HB: I would need a soapbox. Perhaps just a bit more about “personalized medicine.”
The credo of the National Institutes of Health (NIH) is, “From the bench to the bedside.” Never do you hear, “From the bench to the bedside to the population outside.”
Whenever I hear that credo, I rise and say, “And to the population outside.” When I rotated off the advisory council at NIH (NHLBI), the Director said that, “If Henry Blackburn had his way, this would be the National Institute of Preventive Cardiology,” rather than “Heart, Lung, and Blood.” And he was right. But the NIH slogan, now, is “Personalized Medicine,” with the dream that we can identify all the individual's susceptibilities and target our therapy.

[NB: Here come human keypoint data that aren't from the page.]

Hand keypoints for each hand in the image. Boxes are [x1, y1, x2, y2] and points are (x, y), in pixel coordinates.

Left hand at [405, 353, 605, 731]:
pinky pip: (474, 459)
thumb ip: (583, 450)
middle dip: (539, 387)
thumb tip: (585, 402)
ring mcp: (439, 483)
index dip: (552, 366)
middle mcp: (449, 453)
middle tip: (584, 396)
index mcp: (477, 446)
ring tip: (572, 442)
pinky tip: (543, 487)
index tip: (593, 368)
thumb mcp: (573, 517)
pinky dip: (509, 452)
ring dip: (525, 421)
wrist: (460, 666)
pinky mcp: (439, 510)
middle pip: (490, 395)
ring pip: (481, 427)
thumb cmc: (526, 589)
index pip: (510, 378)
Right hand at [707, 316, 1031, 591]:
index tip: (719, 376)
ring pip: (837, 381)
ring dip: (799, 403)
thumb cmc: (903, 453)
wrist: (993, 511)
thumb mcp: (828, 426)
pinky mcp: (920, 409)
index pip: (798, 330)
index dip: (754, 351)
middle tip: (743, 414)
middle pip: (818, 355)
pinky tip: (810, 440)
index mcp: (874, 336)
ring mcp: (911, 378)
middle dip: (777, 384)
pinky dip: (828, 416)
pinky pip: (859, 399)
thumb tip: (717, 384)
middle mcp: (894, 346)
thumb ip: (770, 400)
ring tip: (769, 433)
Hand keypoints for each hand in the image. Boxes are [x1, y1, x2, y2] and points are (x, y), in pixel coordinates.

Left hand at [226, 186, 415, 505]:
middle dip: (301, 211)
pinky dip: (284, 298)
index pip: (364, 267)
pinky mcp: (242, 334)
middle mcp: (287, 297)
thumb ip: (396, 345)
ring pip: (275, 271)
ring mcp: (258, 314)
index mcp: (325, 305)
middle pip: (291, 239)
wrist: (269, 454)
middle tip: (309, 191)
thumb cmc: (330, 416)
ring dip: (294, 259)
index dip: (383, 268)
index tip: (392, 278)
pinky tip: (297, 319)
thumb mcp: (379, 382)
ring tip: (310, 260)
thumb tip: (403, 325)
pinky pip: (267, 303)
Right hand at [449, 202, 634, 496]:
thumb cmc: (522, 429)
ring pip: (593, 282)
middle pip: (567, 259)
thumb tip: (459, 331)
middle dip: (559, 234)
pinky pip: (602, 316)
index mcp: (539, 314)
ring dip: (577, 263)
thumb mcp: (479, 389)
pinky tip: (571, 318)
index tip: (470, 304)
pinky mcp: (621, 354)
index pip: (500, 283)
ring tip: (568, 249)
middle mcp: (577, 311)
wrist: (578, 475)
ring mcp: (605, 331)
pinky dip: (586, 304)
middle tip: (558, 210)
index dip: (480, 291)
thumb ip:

Arno Motulsky, a distinguished physician-geneticist, once said to me, “Henry, we are that far” (meaning a very small distance and this was 20 years ago) “from being able to determine by a few measurements the real susceptibility and vulnerability of an individual, so that the likes of you” (and I think he said “your ilk”) “won't have to bludgeon the public with your ideas about diet and lifestyle.”
That's the dream of “Personalized Medicine.” It's a pipe dream.
It is looking away from the phenomena that cause common diseases and epidemics. That is where I think the future of epidemiology lies, in that unexplored space between the socioeconomic and cultural component causes and the disease and health of a population. If we can identify the mechanisms for that transfer between the culture and the population, and help them be changed, we will get back to our original mission: the health of the population and the common good of all.
ABOUT THE INTERVIEWER
BERNARD L. HARLOW is the Mayo Professor of Public Health and Head of the Division of Epidemiology and Community Health at the University of Minnesota School of Public Health. His interests are in reproductive and gynecologic epidemiology. Harlow is a close associate of Henry Blackburn and a 1978 alumnus of the University of Minnesota School of Public Health, during the time when the Laboratory of Physiological Hygiene maintained its famous location under Memorial Stadium.